[Data items]
+ + + +
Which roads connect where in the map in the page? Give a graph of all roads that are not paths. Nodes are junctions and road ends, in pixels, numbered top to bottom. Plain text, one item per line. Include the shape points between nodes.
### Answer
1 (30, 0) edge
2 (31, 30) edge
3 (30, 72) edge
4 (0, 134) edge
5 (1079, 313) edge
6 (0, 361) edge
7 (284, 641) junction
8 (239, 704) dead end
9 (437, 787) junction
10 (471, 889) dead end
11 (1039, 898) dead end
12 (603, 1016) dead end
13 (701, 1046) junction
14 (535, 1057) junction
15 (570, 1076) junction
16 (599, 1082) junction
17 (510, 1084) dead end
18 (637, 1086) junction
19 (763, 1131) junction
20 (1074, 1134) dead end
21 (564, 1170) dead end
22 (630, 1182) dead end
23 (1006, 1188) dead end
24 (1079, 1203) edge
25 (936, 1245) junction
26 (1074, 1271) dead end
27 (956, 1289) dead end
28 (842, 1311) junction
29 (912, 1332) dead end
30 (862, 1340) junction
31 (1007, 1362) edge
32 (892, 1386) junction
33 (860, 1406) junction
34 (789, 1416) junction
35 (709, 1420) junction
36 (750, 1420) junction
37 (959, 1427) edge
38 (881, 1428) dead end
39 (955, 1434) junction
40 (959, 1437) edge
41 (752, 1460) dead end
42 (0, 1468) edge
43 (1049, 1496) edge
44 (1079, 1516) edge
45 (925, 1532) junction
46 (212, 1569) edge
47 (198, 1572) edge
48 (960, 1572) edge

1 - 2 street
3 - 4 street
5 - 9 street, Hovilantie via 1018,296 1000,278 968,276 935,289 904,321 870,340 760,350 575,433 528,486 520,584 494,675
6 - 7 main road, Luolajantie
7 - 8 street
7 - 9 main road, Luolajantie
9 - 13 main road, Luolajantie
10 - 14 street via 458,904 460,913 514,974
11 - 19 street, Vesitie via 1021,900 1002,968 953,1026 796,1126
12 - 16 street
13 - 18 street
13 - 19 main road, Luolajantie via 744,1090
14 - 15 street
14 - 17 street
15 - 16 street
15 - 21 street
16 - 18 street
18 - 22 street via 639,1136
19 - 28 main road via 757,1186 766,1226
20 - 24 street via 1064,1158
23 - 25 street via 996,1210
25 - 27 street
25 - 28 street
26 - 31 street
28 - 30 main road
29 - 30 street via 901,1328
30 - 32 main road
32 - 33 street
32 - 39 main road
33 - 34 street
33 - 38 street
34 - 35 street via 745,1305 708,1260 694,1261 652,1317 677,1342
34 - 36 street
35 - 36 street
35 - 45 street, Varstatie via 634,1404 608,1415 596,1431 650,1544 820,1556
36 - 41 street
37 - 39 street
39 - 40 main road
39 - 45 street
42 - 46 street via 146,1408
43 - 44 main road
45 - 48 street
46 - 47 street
+ + + +
The records above must be retyped in full. Keep each one exactly as it is.

• Response for this exercise
Which roads connect where in the map in the page? Give a graph of all roads that are not paths. Nodes are junctions and road ends, in pixels, numbered top to bottom. Plain text, one item per line. Include the shape points between nodes.
### Answer
1 (30, 0) edge
2 (31, 30) edge
3 (30, 72) edge
4 (0, 134) edge
5 (1079, 313) edge
6 (0, 361) edge
7 (284, 641) junction
8 (239, 704) dead end
9 (437, 787) junction
10 (471, 889) dead end
11 (1039, 898) dead end
12 (603, 1016) dead end
13 (701, 1046) junction
14 (535, 1057) junction
15 (570, 1076) junction
16 (599, 1082) junction
17 (510, 1084) dead end
18 (637, 1086) junction
19 (763, 1131) junction
20 (1074, 1134) dead end
21 (564, 1170) dead end
22 (630, 1182) dead end
23 (1006, 1188) dead end
24 (1079, 1203) edge
25 (936, 1245) junction
26 (1074, 1271) dead end
27 (956, 1289) dead end
28 (842, 1311) junction
29 (912, 1332) dead end
30 (862, 1340) junction
31 (1007, 1362) edge
32 (892, 1386) junction
33 (860, 1406) junction
34 (789, 1416) junction
35 (709, 1420) junction
36 (750, 1420) junction
37 (959, 1427) edge
38 (881, 1428) dead end
39 (955, 1434) junction
40 (959, 1437) edge
41 (752, 1460) dead end
42 (0, 1468) edge
43 (1049, 1496) edge
44 (1079, 1516) edge
45 (925, 1532) junction
46 (212, 1569) edge
47 (198, 1572) edge
48 (960, 1572) edge

1 - 2 street
3 - 4 street
5 - 9 street, Hovilantie via 1018,296 1000,278 968,276 935,289 904,321 870,340 760,350 575,433 528,486 520,584 494,675
6 - 7 main road, Luolajantie
7 - 8 street
7 - 9 main road, Luolajantie
9 - 13 main road, Luolajantie
10 - 14 street via 458,904 460,913 514,974
11 - 19 street, Vesitie via 1021,900 1002,968 953,1026 796,1126
12 - 16 street
13 - 18 street
13 - 19 main road, Luolajantie via 744,1090
14 - 15 street
14 - 17 street
15 - 16 street
15 - 21 street
16 - 18 street
18 - 22 street via 639,1136
19 - 28 main road via 757,1186 766,1226
20 - 24 street via 1064,1158
23 - 25 street via 996,1210
25 - 27 street
25 - 28 street
26 - 31 street
28 - 30 main road
29 - 30 street via 901,1328
30 - 32 main road
32 - 33 street
32 - 39 main road
33 - 34 street
33 - 38 street
34 - 35 street via 745,1305 708,1260 694,1261 652,1317 677,1342
34 - 36 street
35 - 36 street
35 - 45 street, Varstatie via 634,1404 608,1415 596,1431 650,1544 820,1556
36 - 41 street
37 - 39 street
39 - 40 main road
39 - 45 street
42 - 46 street via 146,1408
43 - 44 main road
45 - 48 street
46 - 47 street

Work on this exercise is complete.